Thursday, September 23, 2010

A Small Thought on Meaning, Humans, and Machines

I was attending Mongo Boston this week when a simple typographical oddity sent me on an interesting (and luckily brief) train of thought.

The simple occurence of "mb" on a slide to indiciate "megabytes" (it's in this presentation). First amusement because generally 'm' is milli and 'b' is bits. Of course expressing something in millibits is generally useless. So of course a human reading it (unless you're weird like me) doesn't give it a second thought.

Then I thought about the difference in how quickly I (and everyone else) make the right assumptions on what 'mb' in this context really is intended to mean.

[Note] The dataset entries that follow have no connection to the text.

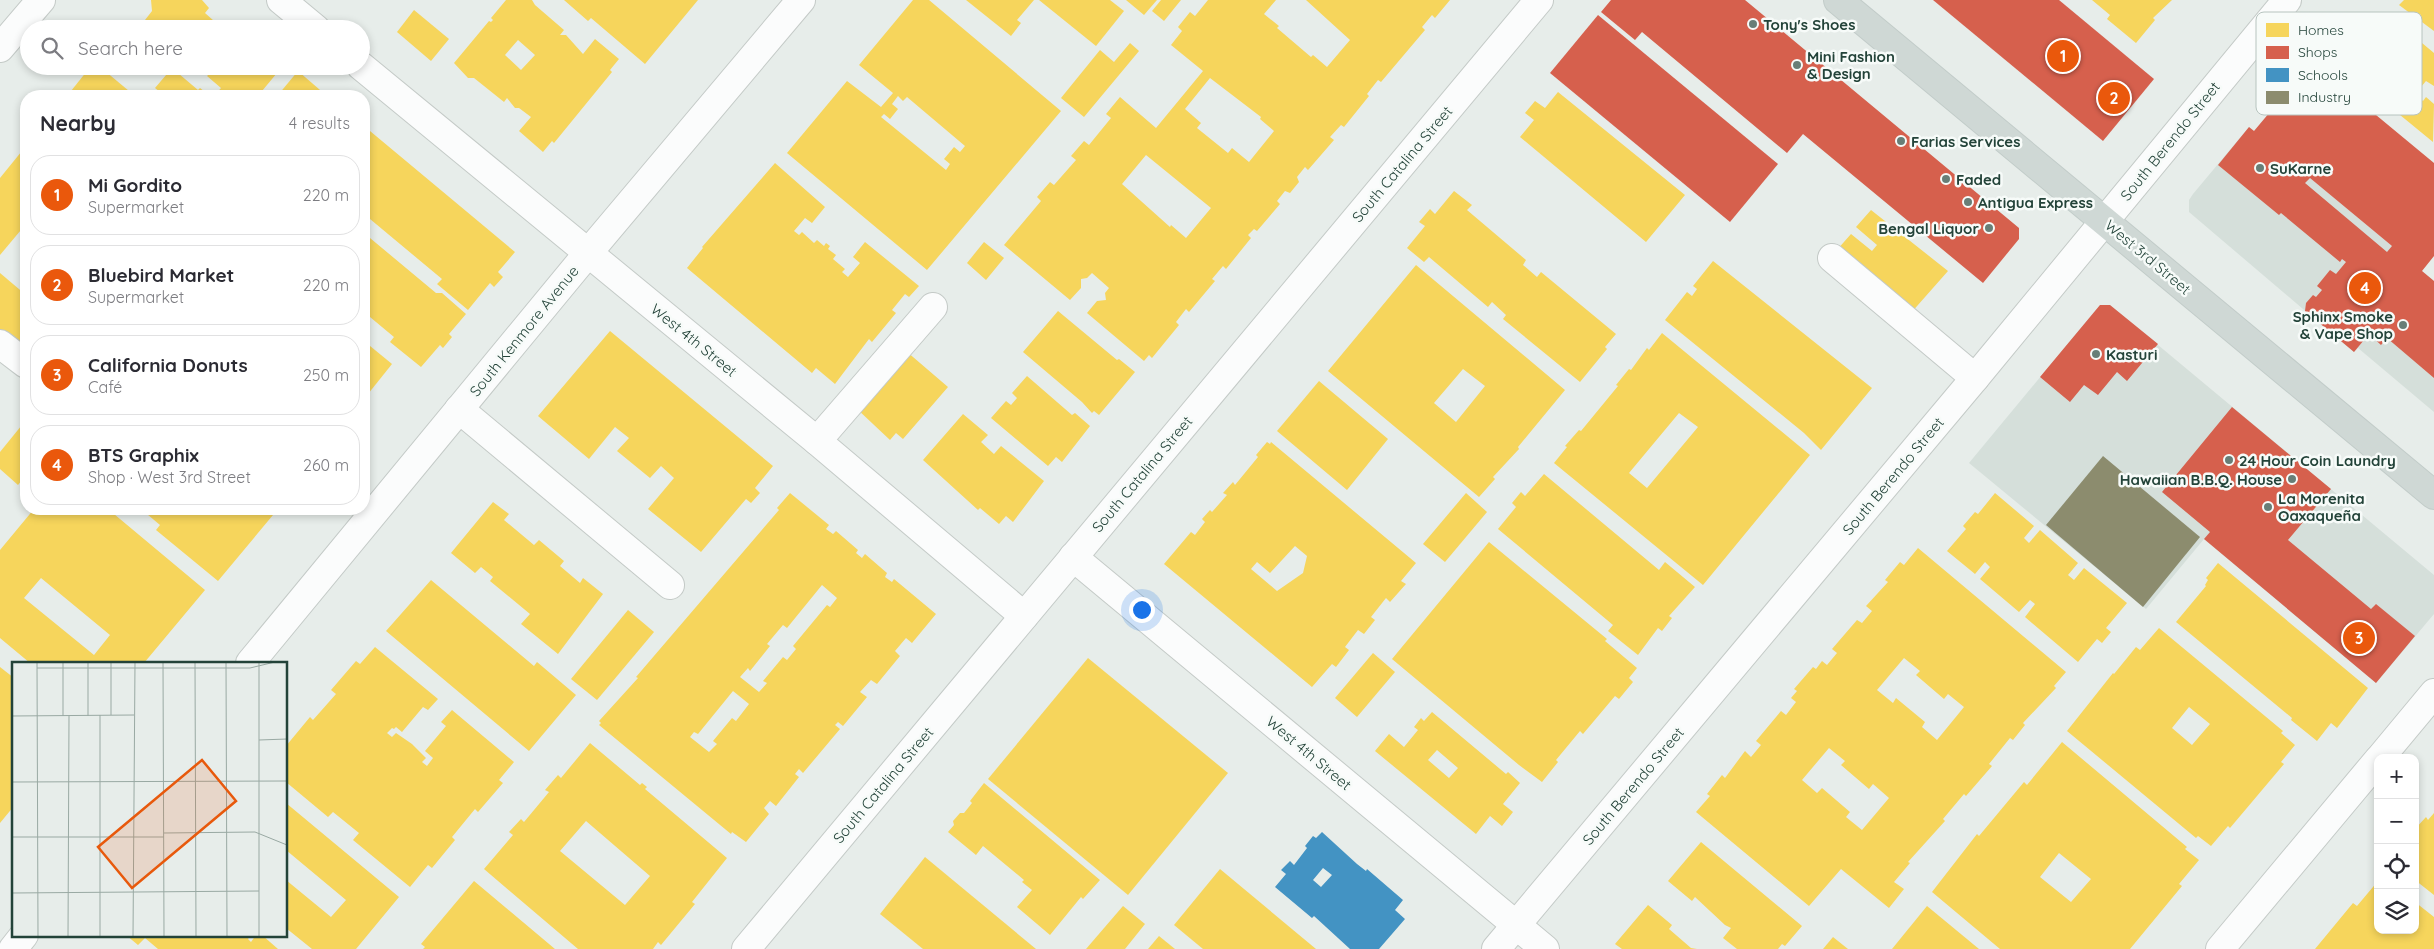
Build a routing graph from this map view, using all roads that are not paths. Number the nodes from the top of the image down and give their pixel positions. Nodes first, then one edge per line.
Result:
1 (41, 0) edge
2 (281, 0) edge
3 (801, 0) edge
4 (1539, 0) edge
5 (1838, 0) edge
6 (2287, 0) edge
7 (2277, 12) edge
8 (24, 20) edge
9 (305, 20) edge
10 (20, 25) edge
11 (2256, 37) edge
12 (0, 48) edge
13 (370, 73) edge
14 (2105, 220) junction
15 (588, 253) junction
16 (1832, 258) dead end
17 (933, 307) dead end
18 (0, 344) edge
19 (20, 359) edge
20 (1975, 378) junction
21 (459, 409) junction
22 (817, 441) junction
23 (2434, 495) edge
24 (1073, 557) junction
25 (670, 585) dead end
26 (1024, 616) junction
27 (251, 662) edge
28 (2434, 692) edge
29 (2383, 754) edge
30 (2374, 765) edge
31 (1516, 925) junction
32 (23, 936) edge
33 (13, 949) edge
34 (746, 949) edge
35 (1496, 949) edge
36 (1545, 949) edge
37 (2220, 949) edge

1 - 8 street
2 - 9 street
3 - 15 street, South Kenmore Avenue
4 - 24 street, South Catalina Street
5 - 14 main road, West 3rd Street
6 - 7 street, South Berendo Street
10 - 12 street
11 - 14 street, South Berendo Street
13 - 15 street, West 4th Street
14 - 20 street, South Berendo Street
14 - 23 main road, West 3rd Street
15 - 21 street, South Kenmore Avenue
15 - 22 street, West 4th Street
16 - 20 street
17 - 22 street
18 - 19 street
20 - 31 street, South Berendo Street
21 - 25 street
21 - 27 street, South Kenmore Avenue
22 - 26 street, West 4th Street
24 - 26 street, South Catalina Street
24 - 31 street, West 4th Street
26 - 34 street, South Catalina Street
28 - 29 street
30 - 37 street
31 - 35 street, South Berendo Street
31 - 36 street, West 4th Street
32 - 33 street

And therein lies the huge challenge on the machine side if you're doing data mining and analytics. How do you infer intention automatically and properly, especially when you don't know ahead of time what type of mistakes or inaccuracies are going to be involved? Just the type of thing I've been having fun figuring out over the past year - at least for a particular problem space.

But something else interesting crystallized for me too at a human level. That this auto-correction that we all do so that we don't sit there confused by how one would break something into 200 millibit chunks is also the cause of many of our problems.

We need to be able to jump to conclusions in order to get past "mb" without having to ask a presenter for clarification, but we also are prone to jump to conclusions when we shouldn't - particularly in judging attributing some intention to someone else's action.

Two side of the same coin, one useful and the other problematic. Mostly we can't have one without the other though. Although I guess with practice we hopefully get better at figuring out when to jump and when not to jump. Though I think way too many people never figure out when not to jump.

If there were any typos above I hope your brain autocorrected them for you so you didn't notice.